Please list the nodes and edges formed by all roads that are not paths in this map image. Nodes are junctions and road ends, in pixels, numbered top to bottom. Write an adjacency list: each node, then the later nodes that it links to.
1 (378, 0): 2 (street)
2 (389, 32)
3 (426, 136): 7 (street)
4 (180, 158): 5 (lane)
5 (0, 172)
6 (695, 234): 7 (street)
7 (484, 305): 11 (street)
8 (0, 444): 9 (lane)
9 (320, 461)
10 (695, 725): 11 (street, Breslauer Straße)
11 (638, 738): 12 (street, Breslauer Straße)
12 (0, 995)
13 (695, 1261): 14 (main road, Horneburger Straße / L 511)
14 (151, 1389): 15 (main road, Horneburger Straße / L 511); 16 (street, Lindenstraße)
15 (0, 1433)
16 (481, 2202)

━━━━━━

The full set of entries must be printed again without any alteration.

* _Exercise response_:
Please list the nodes and edges formed by all roads that are not paths in this map image. Nodes are junctions and road ends, in pixels, numbered top to bottom. Write an adjacency list: each node, then the later nodes that it links to.
1 (378, 0): 2 (street)
2 (389, 32)
3 (426, 136): 7 (street)
4 (180, 158): 5 (lane)
5 (0, 172)
6 (695, 234): 7 (street)
7 (484, 305): 11 (street)
8 (0, 444): 9 (lane)
9 (320, 461)
10 (695, 725): 11 (street, Breslauer Straße)
11 (638, 738): 12 (street, Breslauer Straße)
12 (0, 995)
13 (695, 1261): 14 (main road, Horneburger Straße / L 511)
14 (151, 1389): 15 (main road, Horneburger Straße / L 511); 16 (street, Lindenstraße)
15 (0, 1433)
16 (481, 2202)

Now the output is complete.